HollyBerryBush Fri 14-Dec-12 21:16:34

I'd save it - a 3yo doesnt know value or worth or need piles of presents. She has nothing to compare it to.

merrygoround Fri 14-Dec-12 21:20:05

It seems that it's not about whether or not you buy her a toy, it's about whether there is room for both of your views in making a considered decision. There's no right or wrong - just what works for you.

WelshMaenad Fri 14-Dec-12 21:20:50

If it makes you feel any betters, my dcs get money from their paternal grandparents every birthday and Christmas. We've been saving this for a while to pay for the ludicrously expensive bunk bed they needed, that we bought a few months ago. So their Christmas money this year has already been recklessly squandered on a surprise trip to Thomas Land.
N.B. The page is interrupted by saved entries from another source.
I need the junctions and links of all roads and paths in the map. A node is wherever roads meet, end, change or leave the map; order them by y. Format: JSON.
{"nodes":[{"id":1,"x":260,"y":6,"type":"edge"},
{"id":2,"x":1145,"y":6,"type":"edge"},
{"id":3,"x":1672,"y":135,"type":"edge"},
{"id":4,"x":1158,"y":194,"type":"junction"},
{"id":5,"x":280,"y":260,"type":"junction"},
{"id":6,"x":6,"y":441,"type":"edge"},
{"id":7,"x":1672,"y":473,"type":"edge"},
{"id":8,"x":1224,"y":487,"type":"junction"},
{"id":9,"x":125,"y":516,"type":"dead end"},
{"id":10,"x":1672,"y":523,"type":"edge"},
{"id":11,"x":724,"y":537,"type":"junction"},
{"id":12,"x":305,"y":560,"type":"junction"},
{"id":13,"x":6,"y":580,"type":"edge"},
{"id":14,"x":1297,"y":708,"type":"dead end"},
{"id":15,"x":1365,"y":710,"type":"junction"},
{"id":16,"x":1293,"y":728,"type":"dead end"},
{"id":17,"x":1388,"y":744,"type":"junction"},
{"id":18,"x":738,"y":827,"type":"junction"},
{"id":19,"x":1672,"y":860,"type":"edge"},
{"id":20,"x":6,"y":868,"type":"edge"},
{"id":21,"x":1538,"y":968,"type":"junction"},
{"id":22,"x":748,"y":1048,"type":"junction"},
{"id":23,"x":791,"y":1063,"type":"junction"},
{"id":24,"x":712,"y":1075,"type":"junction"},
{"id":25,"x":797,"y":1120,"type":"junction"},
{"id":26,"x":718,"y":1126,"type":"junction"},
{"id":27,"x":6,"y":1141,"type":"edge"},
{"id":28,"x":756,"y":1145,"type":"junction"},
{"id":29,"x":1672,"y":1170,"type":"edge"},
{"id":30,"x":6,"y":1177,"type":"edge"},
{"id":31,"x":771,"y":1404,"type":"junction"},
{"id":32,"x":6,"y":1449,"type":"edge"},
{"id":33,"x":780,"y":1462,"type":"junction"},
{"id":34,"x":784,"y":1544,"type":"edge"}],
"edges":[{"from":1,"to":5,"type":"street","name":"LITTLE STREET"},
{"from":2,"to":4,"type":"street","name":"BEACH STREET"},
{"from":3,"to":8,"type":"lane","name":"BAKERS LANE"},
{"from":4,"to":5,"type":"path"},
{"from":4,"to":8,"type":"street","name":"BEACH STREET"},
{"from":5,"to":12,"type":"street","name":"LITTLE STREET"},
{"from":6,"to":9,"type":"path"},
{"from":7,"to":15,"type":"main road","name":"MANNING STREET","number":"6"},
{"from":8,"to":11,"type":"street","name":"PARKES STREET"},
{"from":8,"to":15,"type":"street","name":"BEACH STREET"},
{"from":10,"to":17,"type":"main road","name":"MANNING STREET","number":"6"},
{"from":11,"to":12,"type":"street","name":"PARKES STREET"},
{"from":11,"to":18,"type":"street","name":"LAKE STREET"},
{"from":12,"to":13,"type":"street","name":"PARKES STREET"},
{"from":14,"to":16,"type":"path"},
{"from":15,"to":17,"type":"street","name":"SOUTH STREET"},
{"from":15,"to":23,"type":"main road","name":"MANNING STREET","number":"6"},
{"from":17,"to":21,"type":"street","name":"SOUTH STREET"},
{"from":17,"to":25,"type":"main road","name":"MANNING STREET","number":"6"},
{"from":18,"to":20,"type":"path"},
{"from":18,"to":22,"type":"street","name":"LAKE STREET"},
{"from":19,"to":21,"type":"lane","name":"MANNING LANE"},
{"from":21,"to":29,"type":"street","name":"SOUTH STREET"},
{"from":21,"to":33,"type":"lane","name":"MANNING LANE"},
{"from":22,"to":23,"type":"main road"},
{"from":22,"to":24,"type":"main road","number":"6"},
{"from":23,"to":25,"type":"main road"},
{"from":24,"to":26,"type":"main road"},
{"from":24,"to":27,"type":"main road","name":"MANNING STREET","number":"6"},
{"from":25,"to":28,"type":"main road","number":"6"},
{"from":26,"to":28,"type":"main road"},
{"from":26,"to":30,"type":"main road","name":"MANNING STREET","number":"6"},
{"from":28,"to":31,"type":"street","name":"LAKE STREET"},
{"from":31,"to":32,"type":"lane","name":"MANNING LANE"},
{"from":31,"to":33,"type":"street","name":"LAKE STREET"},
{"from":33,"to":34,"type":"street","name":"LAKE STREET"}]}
Sod deposits on flats, they got Troublesome Trucks coaster rides. They fucking loved it, it was cash well squandered!

thegreylady Fri 14-Dec-12 21:24:38

Buy her a toy-it is Christmas,she is a child.Dont ask your dh-tell him [afterwards if necessary].

Iceaddict Fri 14-Dec-12 21:24:53

Let her choose something with it then tell dh what she bought with the money her uncle sent her. Not like you spent it on yourself it is her money

lovelyladuree Fri 14-Dec-12 21:27:23

all our child benefit goes into her savings account so she has a tidy sum in there

Which is exactly why the government is taking it away from the highest earners.

WelshMaenad Fri 14-Dec-12 21:29:02

That's a pretty stupid assumption, laduree. We save our child benefit for the kids, and our total household earned income is under £20k pa.

MulleredWhines Fri 14-Dec-12 21:29:55

If you have to ask a load of internet strangers if it's 'ok' to hide £20 from your DH so that you can spend it on your daughter, then there is something not right about the balance of power in your relationship.

StuntGirl Fri 14-Dec-12 21:31:00

She's three, she sounds like she's getting a few presents already, she doesn't need any more toys. If you want to buy her a toy with it that's a different matter. Just tell your husband you're going to compromise and put half on a toy and half in her savings account.